■ **TASK DIRECTIONS**:
Write out each entry below exactly; the images do not belong in your copy.

■ **THE DATA**:
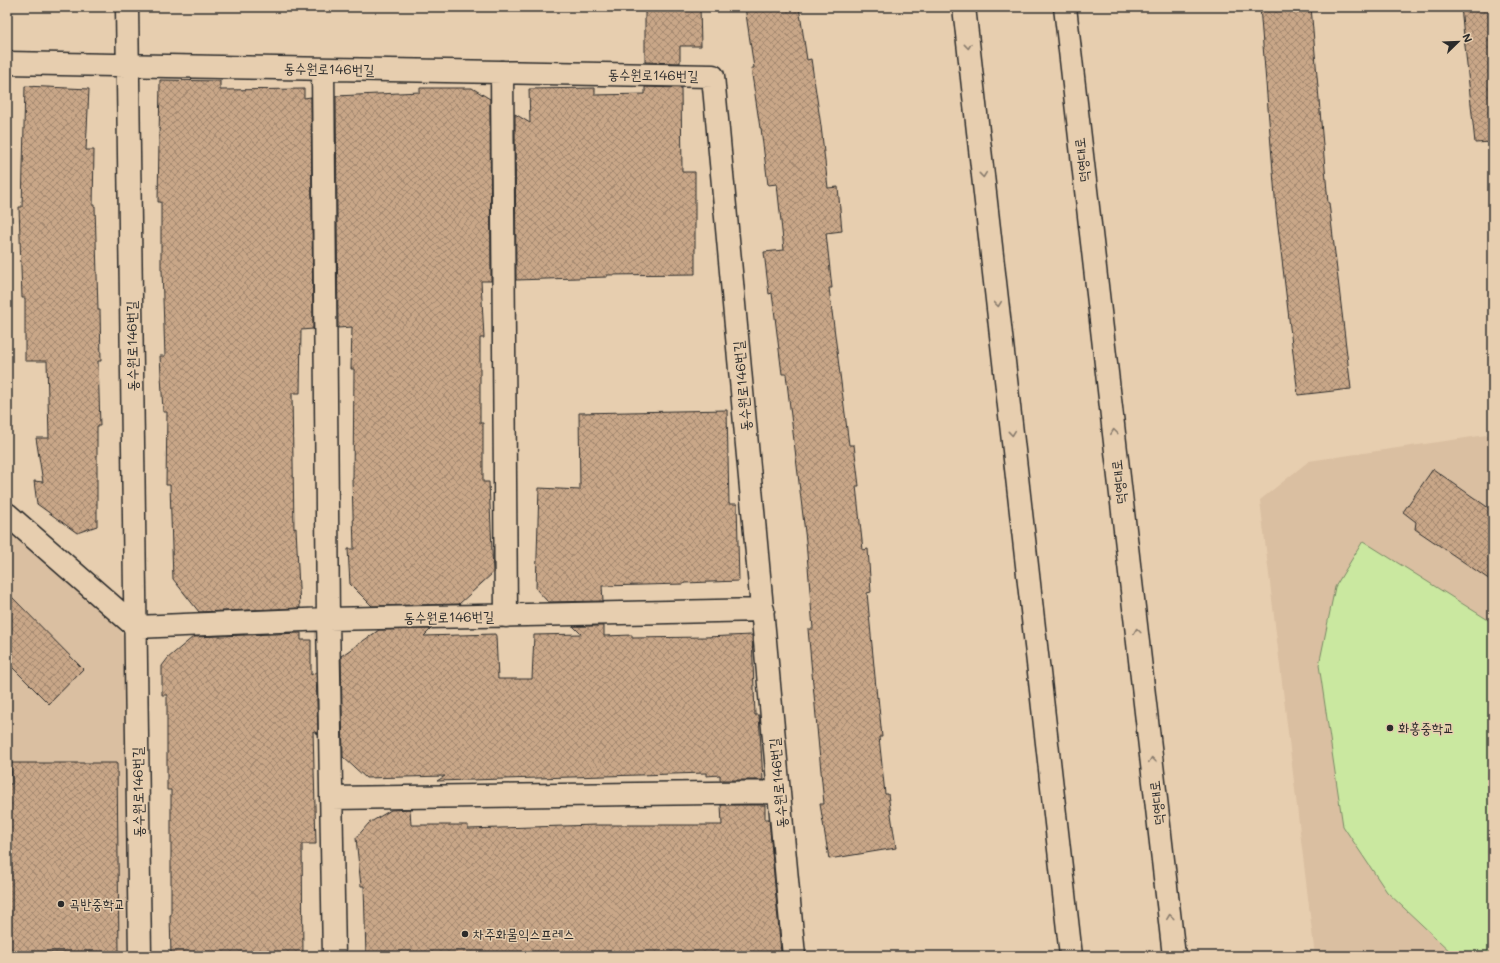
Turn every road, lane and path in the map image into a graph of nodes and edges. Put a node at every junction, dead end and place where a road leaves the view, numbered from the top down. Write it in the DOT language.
graph roads {
  1 [pos="127,7"];
  2 [pos="964,7"];
  3 [pos="1065,7"];
  4 [pos="7,63"];
  5 [pos="128,65"];
  6 [pos="323,69"];
  7 [pos="502,72"];
  8 [pos="7,514"];
  9 [pos="763,610"];
  10 [pos="506,616"];
  11 [pos="328,620"];
  12 [pos="136,627"];
  13 [pos="779,792"];
  14 [pos="331,798"];
  15 [pos="140,956"];
  16 [pos="334,956"];
  17 [pos="794,956"];
  18 [pos="1072,956"];
  19 [pos="1174,956"];
  1 -- 5 [label="street, 동수원로146번길"];
  2 -- 18 [label="street, one-way"];
  19 -- 3 [label="street, 덕영대로, one-way"];
  4 -- 5 [label="street, 동수원로146번길"];
  5 -- 6 [label="street, 동수원로146번길"];
  5 -- 12 [label="street, 동수원로146번길"];
  6 -- 7 [label="street, 동수원로146번길"];
  6 -- 11 [label="street"];
  7 -- 9 [label="street, 동수원로146번길"];
  7 -- 10 [label="street"];
  8 -- 12 [label="street"];
  9 -- 10 [label="street, 동수원로146번길"];
  9 -- 13 [label="street, 동수원로146번길"];
  10 -- 11 [label="street, 동수원로146번길"];
  11 -- 12 [label="street, 동수원로146번길"];
  11 -- 14 [label="street"];
  12 -- 15 [label="street, 동수원로146번길"];
  13 -- 14 [label="street"];
  13 -- 17 [label="street, 동수원로146번길"];
  14 -- 16 [label="street"];
}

■ **REPLY**:
Turn every road, lane and path in the map image into a graph of nodes and edges. Put a node at every junction, dead end and place where a road leaves the view, numbered from the top down. Write it in the DOT language.
graph roads {
  1 [pos="127,7"];
  2 [pos="964,7"];
  3 [pos="1065,7"];
  4 [pos="7,63"];
  5 [pos="128,65"];
  6 [pos="323,69"];
  7 [pos="502,72"];
  8 [pos="7,514"];
  9 [pos="763,610"];
  10 [pos="506,616"];
  11 [pos="328,620"];
  12 [pos="136,627"];
  13 [pos="779,792"];
  14 [pos="331,798"];
  15 [pos="140,956"];
  16 [pos="334,956"];
  17 [pos="794,956"];
  18 [pos="1072,956"];
  19 [pos="1174,956"];
  1 -- 5 [label="street, 동수원로146번길"];
  2 -- 18 [label="street, one-way"];
  19 -- 3 [label="street, 덕영대로, one-way"];
  4 -- 5 [label="street, 동수원로146번길"];
  5 -- 6 [label="street, 동수원로146번길"];
  5 -- 12 [label="street, 동수원로146번길"];
  6 -- 7 [label="street, 동수원로146번길"];
  6 -- 11 [label="street"];
  7 -- 9 [label="street, 동수원로146번길"];
  7 -- 10 [label="street"];
  8 -- 12 [label="street"];
  9 -- 10 [label="street, 동수원로146번길"];
  9 -- 13 [label="street, 동수원로146번길"];
  10 -- 11 [label="street, 동수원로146번길"];
  11 -- 12 [label="street, 동수원로146번길"];
  11 -- 14 [label="street"];
  12 -- 15 [label="street, 동수원로146번길"];
  13 -- 14 [label="street"];
  13 -- 17 [label="street, 동수원로146번길"];
  14 -- 16 [label="street"];
}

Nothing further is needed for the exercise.